## Task goal
Below are some entries. Repeat exactly the lines from the one with "import cairocffi as cairo" through the one with "ctx.restore()", and only those.

----------

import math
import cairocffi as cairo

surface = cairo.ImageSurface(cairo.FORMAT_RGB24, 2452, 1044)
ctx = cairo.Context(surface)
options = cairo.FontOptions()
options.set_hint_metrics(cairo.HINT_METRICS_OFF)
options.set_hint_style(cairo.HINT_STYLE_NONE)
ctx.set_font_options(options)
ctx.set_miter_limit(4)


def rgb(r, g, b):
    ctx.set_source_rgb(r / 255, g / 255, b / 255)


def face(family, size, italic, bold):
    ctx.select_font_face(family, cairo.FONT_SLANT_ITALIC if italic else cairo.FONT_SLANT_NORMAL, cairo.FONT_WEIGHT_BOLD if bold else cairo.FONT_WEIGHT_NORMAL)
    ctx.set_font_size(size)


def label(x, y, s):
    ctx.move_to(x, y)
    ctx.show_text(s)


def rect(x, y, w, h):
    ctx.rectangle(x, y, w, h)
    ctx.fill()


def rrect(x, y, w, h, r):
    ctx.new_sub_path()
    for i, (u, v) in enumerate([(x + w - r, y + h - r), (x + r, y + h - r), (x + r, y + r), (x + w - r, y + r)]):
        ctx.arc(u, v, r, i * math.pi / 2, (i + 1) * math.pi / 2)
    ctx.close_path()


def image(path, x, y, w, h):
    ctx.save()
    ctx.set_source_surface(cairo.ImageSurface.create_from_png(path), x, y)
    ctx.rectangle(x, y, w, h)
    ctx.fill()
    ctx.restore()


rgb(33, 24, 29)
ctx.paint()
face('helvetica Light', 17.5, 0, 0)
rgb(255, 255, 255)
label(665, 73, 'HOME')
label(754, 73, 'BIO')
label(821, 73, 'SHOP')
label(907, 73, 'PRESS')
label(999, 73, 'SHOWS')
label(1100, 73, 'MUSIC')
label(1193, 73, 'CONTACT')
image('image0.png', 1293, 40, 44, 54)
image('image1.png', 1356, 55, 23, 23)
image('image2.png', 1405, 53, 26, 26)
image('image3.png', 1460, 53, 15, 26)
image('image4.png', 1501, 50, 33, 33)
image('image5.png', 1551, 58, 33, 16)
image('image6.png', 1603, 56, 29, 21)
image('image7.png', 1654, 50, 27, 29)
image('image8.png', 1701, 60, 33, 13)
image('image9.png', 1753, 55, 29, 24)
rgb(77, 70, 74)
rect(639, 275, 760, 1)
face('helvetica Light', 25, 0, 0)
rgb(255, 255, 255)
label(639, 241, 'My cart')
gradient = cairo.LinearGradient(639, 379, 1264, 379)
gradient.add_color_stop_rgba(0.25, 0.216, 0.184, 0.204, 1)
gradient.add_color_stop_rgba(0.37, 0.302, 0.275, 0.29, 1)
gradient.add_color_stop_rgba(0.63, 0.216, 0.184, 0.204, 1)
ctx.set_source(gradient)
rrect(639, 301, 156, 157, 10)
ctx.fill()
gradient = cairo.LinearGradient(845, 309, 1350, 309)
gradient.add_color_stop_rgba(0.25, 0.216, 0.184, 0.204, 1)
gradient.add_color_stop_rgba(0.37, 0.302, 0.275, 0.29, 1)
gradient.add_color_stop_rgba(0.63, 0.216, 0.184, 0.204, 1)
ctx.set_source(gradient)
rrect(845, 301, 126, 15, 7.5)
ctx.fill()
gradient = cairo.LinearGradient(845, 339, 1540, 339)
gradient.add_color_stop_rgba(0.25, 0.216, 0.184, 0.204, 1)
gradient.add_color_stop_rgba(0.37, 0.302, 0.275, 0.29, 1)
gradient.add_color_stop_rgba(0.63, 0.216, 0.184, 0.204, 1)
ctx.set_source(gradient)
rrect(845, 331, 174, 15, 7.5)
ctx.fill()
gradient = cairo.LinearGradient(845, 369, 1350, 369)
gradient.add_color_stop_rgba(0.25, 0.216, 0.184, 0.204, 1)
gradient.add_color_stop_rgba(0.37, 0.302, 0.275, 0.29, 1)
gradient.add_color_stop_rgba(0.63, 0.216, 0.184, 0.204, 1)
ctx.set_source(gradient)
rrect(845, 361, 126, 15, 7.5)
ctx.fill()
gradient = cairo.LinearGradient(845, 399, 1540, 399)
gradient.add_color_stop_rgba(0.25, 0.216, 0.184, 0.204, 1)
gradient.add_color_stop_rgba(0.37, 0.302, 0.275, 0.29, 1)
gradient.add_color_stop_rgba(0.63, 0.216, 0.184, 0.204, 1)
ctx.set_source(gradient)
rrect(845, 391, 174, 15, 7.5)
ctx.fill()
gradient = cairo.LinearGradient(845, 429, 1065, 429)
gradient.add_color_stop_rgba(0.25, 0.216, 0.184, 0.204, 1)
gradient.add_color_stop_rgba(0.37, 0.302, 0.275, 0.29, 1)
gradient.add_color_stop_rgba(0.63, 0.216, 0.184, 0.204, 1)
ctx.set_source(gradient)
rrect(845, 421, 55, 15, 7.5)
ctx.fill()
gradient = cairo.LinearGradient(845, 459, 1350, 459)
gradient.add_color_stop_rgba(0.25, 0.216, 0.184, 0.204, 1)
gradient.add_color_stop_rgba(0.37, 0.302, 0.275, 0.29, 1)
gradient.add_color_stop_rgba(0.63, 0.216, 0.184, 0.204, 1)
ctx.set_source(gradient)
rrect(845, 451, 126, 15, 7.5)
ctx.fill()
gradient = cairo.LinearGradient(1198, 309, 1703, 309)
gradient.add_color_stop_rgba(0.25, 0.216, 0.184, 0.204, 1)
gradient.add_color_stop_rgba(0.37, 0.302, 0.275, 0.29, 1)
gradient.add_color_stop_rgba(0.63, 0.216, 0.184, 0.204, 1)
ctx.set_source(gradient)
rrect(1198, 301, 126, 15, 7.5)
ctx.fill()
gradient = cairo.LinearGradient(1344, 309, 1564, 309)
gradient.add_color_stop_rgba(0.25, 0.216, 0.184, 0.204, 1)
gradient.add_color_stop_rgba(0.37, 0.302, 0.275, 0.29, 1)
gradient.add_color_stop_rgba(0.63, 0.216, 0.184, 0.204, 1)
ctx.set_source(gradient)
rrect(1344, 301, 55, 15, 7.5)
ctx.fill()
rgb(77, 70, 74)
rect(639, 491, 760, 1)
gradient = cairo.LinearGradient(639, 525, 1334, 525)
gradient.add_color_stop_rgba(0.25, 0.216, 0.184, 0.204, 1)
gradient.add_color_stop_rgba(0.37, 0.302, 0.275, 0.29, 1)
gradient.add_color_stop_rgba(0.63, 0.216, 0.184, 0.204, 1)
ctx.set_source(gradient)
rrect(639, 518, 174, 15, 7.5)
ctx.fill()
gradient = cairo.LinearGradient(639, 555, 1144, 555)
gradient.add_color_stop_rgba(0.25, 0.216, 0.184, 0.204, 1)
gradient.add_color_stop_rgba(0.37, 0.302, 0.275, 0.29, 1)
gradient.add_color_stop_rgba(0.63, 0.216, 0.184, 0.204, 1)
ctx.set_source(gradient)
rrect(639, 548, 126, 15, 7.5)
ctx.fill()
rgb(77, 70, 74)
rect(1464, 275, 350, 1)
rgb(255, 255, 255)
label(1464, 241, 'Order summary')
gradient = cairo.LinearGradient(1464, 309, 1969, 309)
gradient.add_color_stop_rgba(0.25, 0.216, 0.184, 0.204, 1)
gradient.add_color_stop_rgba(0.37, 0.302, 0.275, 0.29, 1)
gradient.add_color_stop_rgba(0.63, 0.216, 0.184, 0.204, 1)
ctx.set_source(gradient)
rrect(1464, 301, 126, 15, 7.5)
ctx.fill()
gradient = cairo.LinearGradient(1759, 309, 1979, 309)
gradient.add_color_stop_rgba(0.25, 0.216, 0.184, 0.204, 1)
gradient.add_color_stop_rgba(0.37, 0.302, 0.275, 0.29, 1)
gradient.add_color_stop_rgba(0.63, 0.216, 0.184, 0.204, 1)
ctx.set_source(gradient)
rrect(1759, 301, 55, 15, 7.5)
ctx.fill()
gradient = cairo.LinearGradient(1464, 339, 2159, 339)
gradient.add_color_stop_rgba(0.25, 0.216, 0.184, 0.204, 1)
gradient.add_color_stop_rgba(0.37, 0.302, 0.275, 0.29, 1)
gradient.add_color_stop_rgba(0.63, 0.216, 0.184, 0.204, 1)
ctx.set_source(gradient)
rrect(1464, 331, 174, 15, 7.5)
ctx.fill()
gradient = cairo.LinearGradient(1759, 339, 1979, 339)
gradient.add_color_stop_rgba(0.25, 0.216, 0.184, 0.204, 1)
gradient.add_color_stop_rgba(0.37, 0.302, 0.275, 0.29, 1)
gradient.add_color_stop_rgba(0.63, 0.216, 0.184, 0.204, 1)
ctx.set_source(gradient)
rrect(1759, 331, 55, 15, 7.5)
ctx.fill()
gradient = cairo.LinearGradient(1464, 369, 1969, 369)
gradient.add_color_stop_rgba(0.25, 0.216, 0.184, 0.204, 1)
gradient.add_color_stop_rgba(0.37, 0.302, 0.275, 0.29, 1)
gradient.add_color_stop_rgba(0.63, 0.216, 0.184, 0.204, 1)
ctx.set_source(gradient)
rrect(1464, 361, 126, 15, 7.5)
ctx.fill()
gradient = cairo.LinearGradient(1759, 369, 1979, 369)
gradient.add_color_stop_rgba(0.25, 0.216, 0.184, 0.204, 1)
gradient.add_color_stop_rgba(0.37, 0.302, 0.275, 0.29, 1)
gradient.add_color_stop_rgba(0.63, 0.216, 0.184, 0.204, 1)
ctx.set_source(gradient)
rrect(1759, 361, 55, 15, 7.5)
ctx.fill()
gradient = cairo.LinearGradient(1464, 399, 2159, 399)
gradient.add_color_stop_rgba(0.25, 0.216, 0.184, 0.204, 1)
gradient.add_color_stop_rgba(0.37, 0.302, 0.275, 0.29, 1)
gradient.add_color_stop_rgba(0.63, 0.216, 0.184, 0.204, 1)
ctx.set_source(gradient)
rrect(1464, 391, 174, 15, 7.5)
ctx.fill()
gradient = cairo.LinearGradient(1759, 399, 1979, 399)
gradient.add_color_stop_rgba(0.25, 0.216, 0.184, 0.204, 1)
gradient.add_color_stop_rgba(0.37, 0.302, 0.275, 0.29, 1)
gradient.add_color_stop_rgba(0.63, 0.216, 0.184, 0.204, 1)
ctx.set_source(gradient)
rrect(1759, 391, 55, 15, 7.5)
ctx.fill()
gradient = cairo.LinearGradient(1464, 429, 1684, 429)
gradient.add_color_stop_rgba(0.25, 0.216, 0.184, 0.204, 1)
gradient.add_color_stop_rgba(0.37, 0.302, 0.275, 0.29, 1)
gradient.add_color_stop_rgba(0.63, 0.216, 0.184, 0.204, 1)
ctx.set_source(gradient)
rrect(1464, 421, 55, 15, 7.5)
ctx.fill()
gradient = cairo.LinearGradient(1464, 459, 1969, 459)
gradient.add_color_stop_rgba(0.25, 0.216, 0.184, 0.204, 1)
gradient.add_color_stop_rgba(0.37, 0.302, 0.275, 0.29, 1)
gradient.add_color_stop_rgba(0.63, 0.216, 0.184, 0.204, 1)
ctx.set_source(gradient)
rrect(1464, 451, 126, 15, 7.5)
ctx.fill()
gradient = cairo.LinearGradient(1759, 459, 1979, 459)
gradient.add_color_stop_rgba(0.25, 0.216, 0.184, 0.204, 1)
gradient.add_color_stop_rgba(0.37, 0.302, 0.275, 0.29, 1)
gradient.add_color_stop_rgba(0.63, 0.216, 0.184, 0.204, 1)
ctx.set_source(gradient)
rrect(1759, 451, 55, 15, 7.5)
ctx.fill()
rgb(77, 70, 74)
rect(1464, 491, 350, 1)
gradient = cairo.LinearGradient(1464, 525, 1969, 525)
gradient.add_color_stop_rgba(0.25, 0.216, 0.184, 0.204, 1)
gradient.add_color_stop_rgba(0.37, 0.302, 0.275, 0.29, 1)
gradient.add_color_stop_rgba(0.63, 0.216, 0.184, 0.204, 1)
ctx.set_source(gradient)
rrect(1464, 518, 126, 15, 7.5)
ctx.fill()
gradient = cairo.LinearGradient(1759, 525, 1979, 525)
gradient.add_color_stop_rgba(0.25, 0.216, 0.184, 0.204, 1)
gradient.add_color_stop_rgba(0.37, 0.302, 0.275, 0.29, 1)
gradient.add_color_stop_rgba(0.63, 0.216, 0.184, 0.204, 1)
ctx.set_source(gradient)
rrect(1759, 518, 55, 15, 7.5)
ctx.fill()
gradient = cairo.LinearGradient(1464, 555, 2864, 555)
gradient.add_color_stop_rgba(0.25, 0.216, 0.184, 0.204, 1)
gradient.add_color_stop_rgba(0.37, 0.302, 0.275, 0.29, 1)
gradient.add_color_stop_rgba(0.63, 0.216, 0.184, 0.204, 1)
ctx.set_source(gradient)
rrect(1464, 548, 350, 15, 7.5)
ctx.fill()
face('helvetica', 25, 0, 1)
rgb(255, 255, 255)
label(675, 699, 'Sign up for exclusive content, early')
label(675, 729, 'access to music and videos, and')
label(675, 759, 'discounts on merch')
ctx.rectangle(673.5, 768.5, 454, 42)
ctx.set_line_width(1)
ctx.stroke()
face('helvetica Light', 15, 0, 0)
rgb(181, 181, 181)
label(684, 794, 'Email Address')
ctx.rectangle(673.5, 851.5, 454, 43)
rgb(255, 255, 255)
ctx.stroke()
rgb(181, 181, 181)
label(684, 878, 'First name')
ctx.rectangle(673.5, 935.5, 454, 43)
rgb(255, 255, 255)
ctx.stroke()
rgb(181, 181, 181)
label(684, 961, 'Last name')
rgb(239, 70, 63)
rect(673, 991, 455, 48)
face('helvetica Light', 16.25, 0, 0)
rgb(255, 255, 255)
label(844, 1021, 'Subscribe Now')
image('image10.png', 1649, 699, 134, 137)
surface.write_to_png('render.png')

----------

## Task output
import cairocffi as cairo

surface = cairo.ImageSurface(cairo.FORMAT_RGB24, 2452, 1044)
ctx = cairo.Context(surface)
options = cairo.FontOptions()
options.set_hint_metrics(cairo.HINT_METRICS_OFF)
options.set_hint_style(cairo.HINT_STYLE_NONE)
ctx.set_font_options(options)
ctx.set_miter_limit(4)


def rgb(r, g, b):
    ctx.set_source_rgb(r / 255, g / 255, b / 255)


def face(family, size, italic, bold):
    ctx.select_font_face(family, cairo.FONT_SLANT_ITALIC if italic else cairo.FONT_SLANT_NORMAL, cairo.FONT_WEIGHT_BOLD if bold else cairo.FONT_WEIGHT_NORMAL)
    ctx.set_font_size(size)


def label(x, y, s):
    ctx.move_to(x, y)
    ctx.show_text(s)


def rect(x, y, w, h):
    ctx.rectangle(x, y, w, h)
    ctx.fill()


def rrect(x, y, w, h, r):
    ctx.new_sub_path()
    for i, (u, v) in enumerate([(x + w - r, y + h - r), (x + r, y + h - r), (x + r, y + r), (x + w - r, y + r)]):
        ctx.arc(u, v, r, i * math.pi / 2, (i + 1) * math.pi / 2)
    ctx.close_path()


def image(path, x, y, w, h):
    ctx.save()
    ctx.set_source_surface(cairo.ImageSurface.create_from_png(path), x, y)
    ctx.rectangle(x, y, w, h)
    ctx.fill()
    ctx.restore()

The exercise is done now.